+++ Supplied data

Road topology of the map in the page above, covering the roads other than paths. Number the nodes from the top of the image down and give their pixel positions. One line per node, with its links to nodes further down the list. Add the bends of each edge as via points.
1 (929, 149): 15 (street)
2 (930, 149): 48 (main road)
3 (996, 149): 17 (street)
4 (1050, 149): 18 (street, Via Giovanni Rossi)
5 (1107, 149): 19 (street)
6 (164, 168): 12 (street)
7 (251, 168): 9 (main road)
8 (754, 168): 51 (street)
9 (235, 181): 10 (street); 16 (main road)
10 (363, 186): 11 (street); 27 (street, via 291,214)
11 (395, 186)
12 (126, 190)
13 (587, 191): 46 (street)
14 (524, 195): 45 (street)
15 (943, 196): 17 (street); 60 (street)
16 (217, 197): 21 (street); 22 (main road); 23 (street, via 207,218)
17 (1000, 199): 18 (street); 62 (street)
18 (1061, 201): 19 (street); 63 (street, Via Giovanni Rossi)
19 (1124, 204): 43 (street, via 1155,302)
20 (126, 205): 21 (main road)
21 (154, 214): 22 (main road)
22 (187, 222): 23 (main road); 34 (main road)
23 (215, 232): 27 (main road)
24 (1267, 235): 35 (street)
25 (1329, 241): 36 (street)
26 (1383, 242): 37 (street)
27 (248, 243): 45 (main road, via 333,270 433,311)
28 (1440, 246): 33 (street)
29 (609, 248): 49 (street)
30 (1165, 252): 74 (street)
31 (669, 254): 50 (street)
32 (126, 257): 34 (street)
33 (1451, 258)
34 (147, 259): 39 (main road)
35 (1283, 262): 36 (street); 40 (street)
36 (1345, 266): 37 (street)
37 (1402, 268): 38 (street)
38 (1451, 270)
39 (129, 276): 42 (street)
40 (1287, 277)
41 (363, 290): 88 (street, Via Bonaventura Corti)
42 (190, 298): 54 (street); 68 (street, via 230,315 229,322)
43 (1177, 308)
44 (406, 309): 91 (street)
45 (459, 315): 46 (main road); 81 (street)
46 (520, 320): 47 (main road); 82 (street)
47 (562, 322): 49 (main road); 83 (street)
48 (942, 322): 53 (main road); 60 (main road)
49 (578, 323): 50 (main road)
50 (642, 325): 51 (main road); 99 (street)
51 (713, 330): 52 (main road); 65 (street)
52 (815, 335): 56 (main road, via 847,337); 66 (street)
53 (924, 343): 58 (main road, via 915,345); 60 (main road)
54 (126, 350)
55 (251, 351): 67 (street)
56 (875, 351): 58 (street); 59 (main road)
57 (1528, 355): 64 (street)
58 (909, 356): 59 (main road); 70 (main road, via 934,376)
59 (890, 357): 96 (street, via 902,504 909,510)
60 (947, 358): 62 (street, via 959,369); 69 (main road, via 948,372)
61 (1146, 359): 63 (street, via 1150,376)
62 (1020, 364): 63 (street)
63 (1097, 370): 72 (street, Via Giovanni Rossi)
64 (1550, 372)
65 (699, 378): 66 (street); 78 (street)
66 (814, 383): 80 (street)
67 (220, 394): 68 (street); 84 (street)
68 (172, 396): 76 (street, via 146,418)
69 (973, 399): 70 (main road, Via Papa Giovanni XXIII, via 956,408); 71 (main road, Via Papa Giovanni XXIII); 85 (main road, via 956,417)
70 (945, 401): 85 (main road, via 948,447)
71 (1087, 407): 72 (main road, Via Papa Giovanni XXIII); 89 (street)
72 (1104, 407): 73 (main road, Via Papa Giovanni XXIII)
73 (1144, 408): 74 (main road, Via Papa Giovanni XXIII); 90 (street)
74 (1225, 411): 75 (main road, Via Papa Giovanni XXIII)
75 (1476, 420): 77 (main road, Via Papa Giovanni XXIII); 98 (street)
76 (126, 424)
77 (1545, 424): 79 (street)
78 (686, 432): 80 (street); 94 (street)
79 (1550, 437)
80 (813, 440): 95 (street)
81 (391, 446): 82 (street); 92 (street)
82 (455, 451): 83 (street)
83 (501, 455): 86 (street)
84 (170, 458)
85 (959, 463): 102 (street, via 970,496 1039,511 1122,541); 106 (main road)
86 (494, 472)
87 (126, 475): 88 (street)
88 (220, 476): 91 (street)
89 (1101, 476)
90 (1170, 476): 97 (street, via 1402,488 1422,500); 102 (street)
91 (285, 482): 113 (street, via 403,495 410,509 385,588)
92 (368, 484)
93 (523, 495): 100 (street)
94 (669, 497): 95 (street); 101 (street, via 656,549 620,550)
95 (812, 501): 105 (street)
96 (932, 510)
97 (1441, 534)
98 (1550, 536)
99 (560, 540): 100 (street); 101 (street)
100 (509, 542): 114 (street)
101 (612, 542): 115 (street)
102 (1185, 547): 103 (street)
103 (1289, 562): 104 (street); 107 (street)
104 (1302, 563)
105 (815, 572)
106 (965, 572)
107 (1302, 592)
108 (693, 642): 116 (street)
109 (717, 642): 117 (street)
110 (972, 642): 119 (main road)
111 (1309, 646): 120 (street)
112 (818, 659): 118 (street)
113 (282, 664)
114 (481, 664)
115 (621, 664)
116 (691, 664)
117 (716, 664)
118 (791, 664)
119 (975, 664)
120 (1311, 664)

++++++

Retype the material above in full, keeping every word as it stands.

# [Solved exercise]
Road topology of the map in the page above, covering the roads other than paths. Number the nodes from the top of the image down and give their pixel positions. One line per node, with its links to nodes further down the list. Add the bends of each edge as via points.
1 (929, 149): 15 (street)
2 (930, 149): 48 (main road)
3 (996, 149): 17 (street)
4 (1050, 149): 18 (street, Via Giovanni Rossi)
5 (1107, 149): 19 (street)
6 (164, 168): 12 (street)
7 (251, 168): 9 (main road)
8 (754, 168): 51 (street)
9 (235, 181): 10 (street); 16 (main road)
10 (363, 186): 11 (street); 27 (street, via 291,214)
11 (395, 186)
12 (126, 190)
13 (587, 191): 46 (street)
14 (524, 195): 45 (street)
15 (943, 196): 17 (street); 60 (street)
16 (217, 197): 21 (street); 22 (main road); 23 (street, via 207,218)
17 (1000, 199): 18 (street); 62 (street)
18 (1061, 201): 19 (street); 63 (street, Via Giovanni Rossi)
19 (1124, 204): 43 (street, via 1155,302)
20 (126, 205): 21 (main road)
21 (154, 214): 22 (main road)
22 (187, 222): 23 (main road); 34 (main road)
23 (215, 232): 27 (main road)
24 (1267, 235): 35 (street)
25 (1329, 241): 36 (street)
26 (1383, 242): 37 (street)
27 (248, 243): 45 (main road, via 333,270 433,311)
28 (1440, 246): 33 (street)
29 (609, 248): 49 (street)
30 (1165, 252): 74 (street)
31 (669, 254): 50 (street)
32 (126, 257): 34 (street)
33 (1451, 258)
34 (147, 259): 39 (main road)
35 (1283, 262): 36 (street); 40 (street)
36 (1345, 266): 37 (street)
37 (1402, 268): 38 (street)
38 (1451, 270)
39 (129, 276): 42 (street)
40 (1287, 277)
41 (363, 290): 88 (street, Via Bonaventura Corti)
42 (190, 298): 54 (street); 68 (street, via 230,315 229,322)
43 (1177, 308)
44 (406, 309): 91 (street)
45 (459, 315): 46 (main road); 81 (street)
46 (520, 320): 47 (main road); 82 (street)
47 (562, 322): 49 (main road); 83 (street)
48 (942, 322): 53 (main road); 60 (main road)
49 (578, 323): 50 (main road)
50 (642, 325): 51 (main road); 99 (street)
51 (713, 330): 52 (main road); 65 (street)
52 (815, 335): 56 (main road, via 847,337); 66 (street)
53 (924, 343): 58 (main road, via 915,345); 60 (main road)
54 (126, 350)
55 (251, 351): 67 (street)
56 (875, 351): 58 (street); 59 (main road)
57 (1528, 355): 64 (street)
58 (909, 356): 59 (main road); 70 (main road, via 934,376)
59 (890, 357): 96 (street, via 902,504 909,510)
60 (947, 358): 62 (street, via 959,369); 69 (main road, via 948,372)
61 (1146, 359): 63 (street, via 1150,376)
62 (1020, 364): 63 (street)
63 (1097, 370): 72 (street, Via Giovanni Rossi)
64 (1550, 372)
65 (699, 378): 66 (street); 78 (street)
66 (814, 383): 80 (street)
67 (220, 394): 68 (street); 84 (street)
68 (172, 396): 76 (street, via 146,418)
69 (973, 399): 70 (main road, Via Papa Giovanni XXIII, via 956,408); 71 (main road, Via Papa Giovanni XXIII); 85 (main road, via 956,417)
70 (945, 401): 85 (main road, via 948,447)
71 (1087, 407): 72 (main road, Via Papa Giovanni XXIII); 89 (street)
72 (1104, 407): 73 (main road, Via Papa Giovanni XXIII)
73 (1144, 408): 74 (main road, Via Papa Giovanni XXIII); 90 (street)
74 (1225, 411): 75 (main road, Via Papa Giovanni XXIII)
75 (1476, 420): 77 (main road, Via Papa Giovanni XXIII); 98 (street)
76 (126, 424)
77 (1545, 424): 79 (street)
78 (686, 432): 80 (street); 94 (street)
79 (1550, 437)
80 (813, 440): 95 (street)
81 (391, 446): 82 (street); 92 (street)
82 (455, 451): 83 (street)
83 (501, 455): 86 (street)
84 (170, 458)
85 (959, 463): 102 (street, via 970,496 1039,511 1122,541); 106 (main road)
86 (494, 472)
87 (126, 475): 88 (street)
88 (220, 476): 91 (street)
89 (1101, 476)
90 (1170, 476): 97 (street, via 1402,488 1422,500); 102 (street)
91 (285, 482): 113 (street, via 403,495 410,509 385,588)
92 (368, 484)
93 (523, 495): 100 (street)
94 (669, 497): 95 (street); 101 (street, via 656,549 620,550)
95 (812, 501): 105 (street)
96 (932, 510)
97 (1441, 534)
98 (1550, 536)
99 (560, 540): 100 (street); 101 (street)
100 (509, 542): 114 (street)
101 (612, 542): 115 (street)
102 (1185, 547): 103 (street)
103 (1289, 562): 104 (street); 107 (street)
104 (1302, 563)
105 (815, 572)
106 (965, 572)
107 (1302, 592)
108 (693, 642): 116 (street)
109 (717, 642): 117 (street)
110 (972, 642): 119 (main road)
111 (1309, 646): 120 (street)
112 (818, 659): 118 (street)
113 (282, 664)
114 (481, 664)
115 (621, 664)
116 (691, 664)
117 (716, 664)
118 (791, 664)
119 (975, 664)
120 (1311, 664)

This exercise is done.